[Your assignment]
Return copies of the lines below that mention "Start".

[Records for this task]
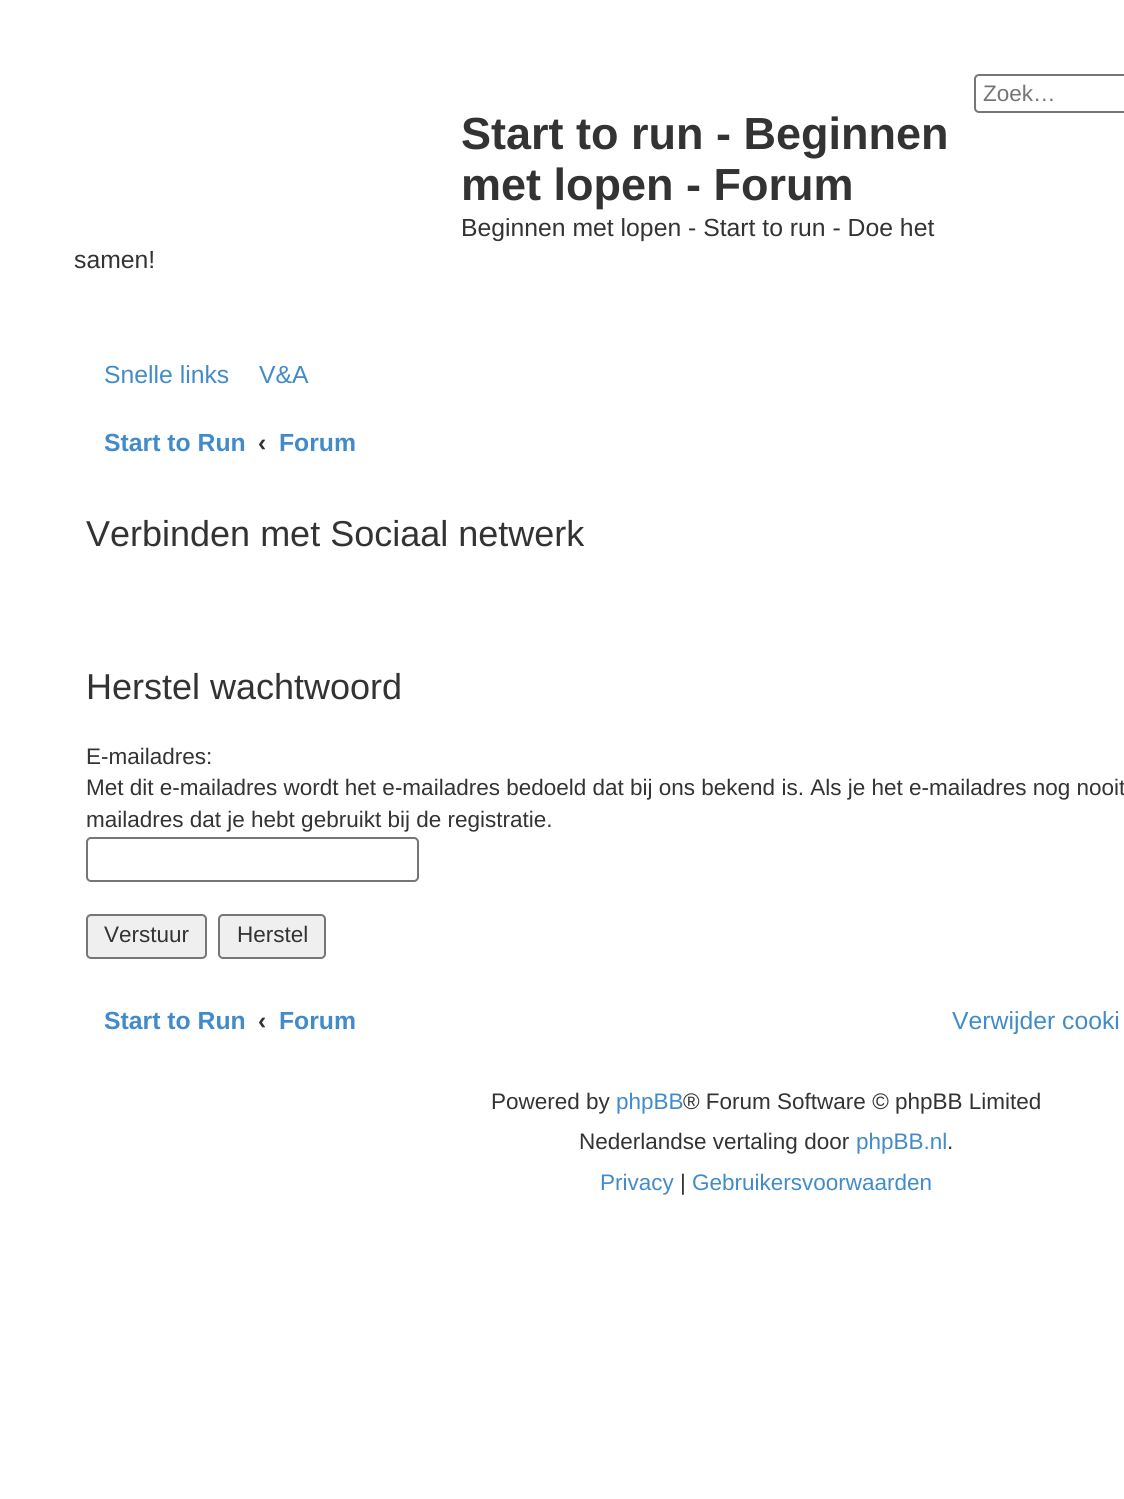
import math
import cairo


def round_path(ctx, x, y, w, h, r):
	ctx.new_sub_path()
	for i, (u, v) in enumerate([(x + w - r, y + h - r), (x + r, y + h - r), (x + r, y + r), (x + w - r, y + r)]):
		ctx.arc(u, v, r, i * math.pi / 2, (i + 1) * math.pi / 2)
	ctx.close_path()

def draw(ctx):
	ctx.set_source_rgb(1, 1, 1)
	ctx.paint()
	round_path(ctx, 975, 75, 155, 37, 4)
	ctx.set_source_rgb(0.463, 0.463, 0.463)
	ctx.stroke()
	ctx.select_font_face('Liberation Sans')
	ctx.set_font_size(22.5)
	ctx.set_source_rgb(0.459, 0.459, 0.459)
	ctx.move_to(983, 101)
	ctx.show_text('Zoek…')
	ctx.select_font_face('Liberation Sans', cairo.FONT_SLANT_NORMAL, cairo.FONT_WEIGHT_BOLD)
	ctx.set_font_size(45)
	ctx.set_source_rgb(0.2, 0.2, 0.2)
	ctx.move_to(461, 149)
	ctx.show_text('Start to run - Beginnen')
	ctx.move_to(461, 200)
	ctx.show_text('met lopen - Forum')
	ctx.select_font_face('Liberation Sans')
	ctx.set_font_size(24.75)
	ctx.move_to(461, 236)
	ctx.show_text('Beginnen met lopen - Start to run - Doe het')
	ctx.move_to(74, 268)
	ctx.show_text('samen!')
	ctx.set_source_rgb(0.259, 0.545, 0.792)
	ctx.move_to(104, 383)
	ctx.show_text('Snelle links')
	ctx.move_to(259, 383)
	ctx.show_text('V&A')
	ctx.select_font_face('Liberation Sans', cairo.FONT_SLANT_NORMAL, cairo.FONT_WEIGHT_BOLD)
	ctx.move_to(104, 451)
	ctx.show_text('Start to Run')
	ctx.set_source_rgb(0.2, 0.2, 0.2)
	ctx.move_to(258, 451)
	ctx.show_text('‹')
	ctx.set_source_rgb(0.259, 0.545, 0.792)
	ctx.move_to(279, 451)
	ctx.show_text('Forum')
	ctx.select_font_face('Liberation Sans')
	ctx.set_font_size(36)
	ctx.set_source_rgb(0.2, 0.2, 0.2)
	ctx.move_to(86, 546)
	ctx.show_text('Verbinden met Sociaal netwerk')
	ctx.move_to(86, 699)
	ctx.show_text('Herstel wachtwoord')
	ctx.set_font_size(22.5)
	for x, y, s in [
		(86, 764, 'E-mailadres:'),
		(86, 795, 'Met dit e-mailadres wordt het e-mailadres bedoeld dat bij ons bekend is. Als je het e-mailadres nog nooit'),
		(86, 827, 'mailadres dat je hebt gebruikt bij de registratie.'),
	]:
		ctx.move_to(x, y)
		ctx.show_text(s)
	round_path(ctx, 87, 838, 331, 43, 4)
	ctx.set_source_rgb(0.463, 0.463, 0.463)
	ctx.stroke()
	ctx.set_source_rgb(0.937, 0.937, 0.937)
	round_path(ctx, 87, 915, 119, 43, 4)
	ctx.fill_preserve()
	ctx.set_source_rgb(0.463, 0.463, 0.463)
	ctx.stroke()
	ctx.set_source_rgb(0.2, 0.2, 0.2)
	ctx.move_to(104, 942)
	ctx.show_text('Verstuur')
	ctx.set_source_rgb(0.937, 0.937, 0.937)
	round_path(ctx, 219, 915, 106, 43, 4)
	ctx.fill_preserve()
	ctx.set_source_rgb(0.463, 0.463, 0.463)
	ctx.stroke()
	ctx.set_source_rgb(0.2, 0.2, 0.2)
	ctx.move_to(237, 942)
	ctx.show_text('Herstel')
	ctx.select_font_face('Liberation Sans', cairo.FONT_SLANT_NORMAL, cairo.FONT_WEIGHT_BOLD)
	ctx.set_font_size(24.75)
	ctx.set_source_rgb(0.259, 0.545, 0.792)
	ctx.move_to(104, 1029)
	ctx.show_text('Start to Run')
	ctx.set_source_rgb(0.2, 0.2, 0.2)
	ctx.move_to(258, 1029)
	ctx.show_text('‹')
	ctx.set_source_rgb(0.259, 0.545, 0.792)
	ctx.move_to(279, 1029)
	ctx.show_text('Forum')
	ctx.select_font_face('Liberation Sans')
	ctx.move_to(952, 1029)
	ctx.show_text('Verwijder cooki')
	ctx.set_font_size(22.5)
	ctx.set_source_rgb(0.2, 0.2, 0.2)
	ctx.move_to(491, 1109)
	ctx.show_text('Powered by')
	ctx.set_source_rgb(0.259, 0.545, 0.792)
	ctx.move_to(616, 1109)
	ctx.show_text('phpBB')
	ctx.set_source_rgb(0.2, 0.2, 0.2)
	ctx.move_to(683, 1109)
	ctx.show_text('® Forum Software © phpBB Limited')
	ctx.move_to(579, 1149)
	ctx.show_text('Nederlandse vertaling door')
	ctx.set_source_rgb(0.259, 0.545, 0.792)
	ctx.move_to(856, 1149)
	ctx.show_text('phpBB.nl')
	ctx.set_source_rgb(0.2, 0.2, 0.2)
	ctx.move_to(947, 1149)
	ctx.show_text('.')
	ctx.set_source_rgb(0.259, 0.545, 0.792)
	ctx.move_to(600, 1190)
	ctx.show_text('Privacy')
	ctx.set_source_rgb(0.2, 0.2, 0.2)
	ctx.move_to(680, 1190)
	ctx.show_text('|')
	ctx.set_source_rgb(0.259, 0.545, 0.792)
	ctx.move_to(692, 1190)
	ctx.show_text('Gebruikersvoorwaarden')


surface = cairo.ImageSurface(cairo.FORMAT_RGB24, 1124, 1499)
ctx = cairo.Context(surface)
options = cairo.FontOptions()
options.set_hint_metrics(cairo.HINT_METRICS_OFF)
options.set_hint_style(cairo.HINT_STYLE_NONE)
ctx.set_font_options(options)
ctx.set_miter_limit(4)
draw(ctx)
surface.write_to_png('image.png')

[Answer for the task]
	ctx.show_text('Start to run - Beginnen')
	ctx.show_text('Beginnen met lopen - Start to run - Doe het')
	ctx.show_text('Start to Run')
	ctx.show_text('Start to Run')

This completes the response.